Could you count the lines in the listing that include the word "Yormatov"? Give only the number.

╔══

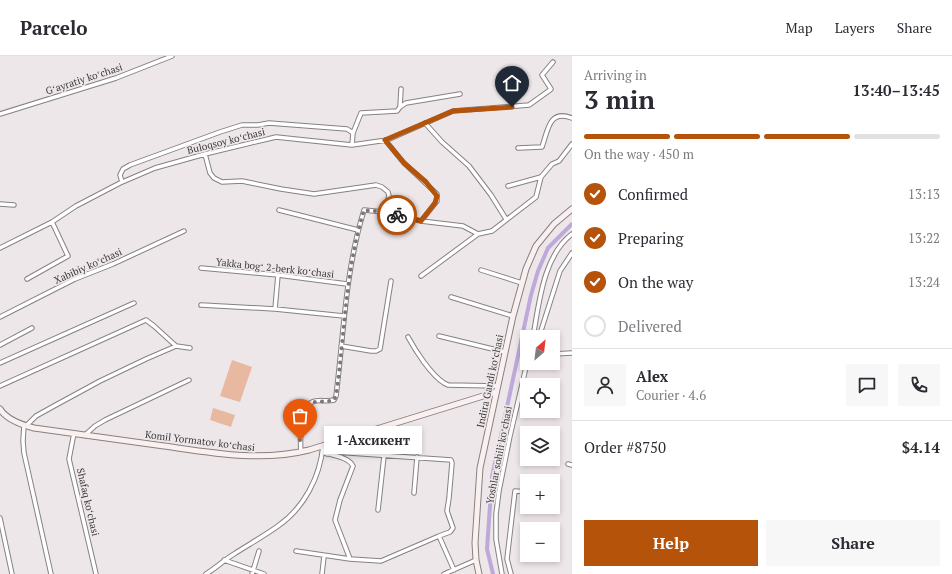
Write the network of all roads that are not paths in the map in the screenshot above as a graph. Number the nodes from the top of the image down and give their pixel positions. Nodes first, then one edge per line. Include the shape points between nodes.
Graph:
1 (172, 56) edge
2 (553, 62) dead end
3 (401, 90) dead end
4 (460, 94) dead end
5 (400, 107) junction
6 (0, 114) edge
7 (572, 118) edge
8 (425, 123) junction
9 (353, 133) junction
10 (385, 140) junction
11 (572, 144) edge
12 (352, 145) junction
13 (518, 148) dead end
14 (205, 154) junction
15 (541, 177) junction
16 (122, 182) junction
17 (508, 186) dead end
18 (0, 204) edge
19 (14, 205) dead end
20 (572, 209) edge
21 (279, 210) dead end
22 (384, 212) junction
23 (506, 219) junction
24 (421, 221) junction
25 (52, 222) junction
26 (358, 230) junction
27 (184, 231) dead end
28 (478, 234) junction
29 (572, 234) edge
30 (0, 248) edge
31 (572, 253) edge
32 (201, 268) dead end
33 (481, 270) dead end
34 (278, 275) junction
35 (421, 276) dead end
36 (27, 279) dead end
37 (391, 281) dead end
38 (522, 283) junction
39 (347, 284) junction
40 (451, 297) dead end
41 (134, 303) dead end
42 (201, 305) dead end
43 (275, 309) junction
44 (344, 316) junction
45 (513, 316) junction
46 (0, 317) edge
47 (32, 328) dead end
48 (534, 330) edge
49 (541, 330) edge
50 (408, 336) dead end
51 (439, 336) dead end
52 (0, 345) edge
53 (176, 346) junction
54 (341, 346) junction
55 (190, 348) dead end
56 (505, 352) junction
57 (572, 353) edge
58 (560, 354) edge
59 (0, 363) edge
60 (525, 370) edge
61 (189, 380) dead end
62 (0, 386) edge
63 (498, 386) junction
64 (496, 392) junction
65 (0, 409) edge
66 (25, 426) junction
67 (74, 433) junction
68 (85, 435) junction
69 (323, 446) junction
70 (301, 452) junction
71 (322, 452) junction
72 (328, 454) junction
73 (384, 456) junction
74 (417, 457) junction
75 (520, 491) edge
76 (414, 493) dead end
77 (378, 510) dead end
78 (0, 518) edge
79 (439, 536) junction
80 (259, 551) dead end
81 (296, 551) dead end
82 (324, 556) junction
83 (350, 559) junction
84 (224, 560) junction
85 (476, 560) junction
86 (216, 567) junction
87 (454, 570) junction
88 (253, 572) edge
89 (12, 574) edge
90 (51, 574) edge
91 (96, 574) edge
92 (206, 574) edge
93 (214, 574) edge
94 (264, 574) edge
95 (322, 574) edge
96 (444, 574) edge
97 (480, 574) edge
98 (502, 574) edge
99 (511, 574) edge

1 - 6 street, Gʻayratiy koʻchasi via 116,78
2 - 8 street, Buloqsoy koʻchasi via 542,75 551,89 529,105 453,111
3 - 5 street
4 - 5 street via 411,102
5 - 9 street via 397,111 361,113
7 - 13 street via 560,115 554,117 542,147
8 - 10 street, Buloqsoy koʻchasi
8 - 23 street via 469,166
9 - 12 street
9 - 16 street via 347,129 269,123 242,125 130,164 120,175
10 - 12 street, Buloqsoy koʻchasi
10 - 24 street via 404,163 437,194 436,201
11 - 15 street via 559,161 552,164
12 - 14 street, Buloqsoy koʻchasi via 276,137
14 - 16 street, Buloqsoy koʻchasi via 155,168
14 - 22 street via 210,173 222,182 242,181 314,194 371,185 382,187 389,196
15 - 17 street
15 - 23 street via 536,197
16 - 25 street, Buloqsoy koʻchasi
18 - 19 street
20 - 38 street, Indira Gandi koʻchasi via 554,224 539,242 530,257
21 - 26 street
22 - 24 street
22 - 26 street via 364,210
23 - 28 street via 492,231
24 - 28 street via 463,226
25 - 30 street, Buloqsoy koʻchasi
25 - 36 street via 68,256
26 - 39 street
27 - 46 street, Xabibiy koʻchasi via 75,279
28 - 35 street
29 - 48 street via 560,245 546,275
31 - 49 street via 560,271
32 - 34 street, Yakka bogʻ 2-berk koʻchasi
33 - 38 street
34 - 39 street, Yakka bogʻ 2-berk koʻchasi
34 - 43 street
37 - 54 street via 380,349 371,351
38 - 45 street, Indira Gandi koʻchasi
39 - 44 street
40 - 45 street
41 - 59 street
42 - 43 street
43 - 44 street
44 - 54 street
45 - 56 street, Indira Gandi koʻchasi
47 - 52 street
50 - 63 street via 425,364 444,383
51 - 56 street
53 - 55 street
53 - 62 street via 146,320
53 - 66 street via 100,381 36,416
54 - 70 street via 336,396 334,400 312,402 307,406 301,431
56 - 63 street, Indira Gandi koʻchasi
57 - 58 street
60 - 98 street, Yoshlar sohili koʻchasi via 496,514 496,539
61 - 68 street via 105,420
63 - 64 street, Indira Gandi koʻchasi
64 - 69 street, Komil Yormatov koʻchasi
64 - 85 street, Indira Gandi koʻchasi via 480,468
65 - 66 street via 8,417
66 - 67 street, Komil Yormatov koʻchasi
66 - 90 street via 24,453
67 - 68 street, Komil Yormatov koʻchasi
67 - 91 street, Shafaq koʻchasi via 70,459
68 - 70 street, Komil Yormatov koʻchasi via 256,457
69 - 70 street, Komil Yormatov koʻchasi
69 - 71 street
71 - 72 street
71 - 84 street via 312,486 297,508 279,526
72 - 73 street via 335,452
72 - 83 street via 346,460 353,466 335,520
73 - 74 street
73 - 77 street
74 - 76 street
74 - 79 street via 446,459 452,463 447,511 453,528
75 - 99 street via 515,491 507,559
78 - 89 street
79 - 83 street via 381,561
79 - 87 street
80 - 88 street
81 - 82 street
82 - 83 street
82 - 95 street
84 - 86 street
84 - 88 street
85 - 87 street
85 - 97 street, Indira Gandi koʻchasi
86 - 92 street
86 - 93 street
87 - 96 street
88 - 94 street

╚══

:: Exercise solution ::
5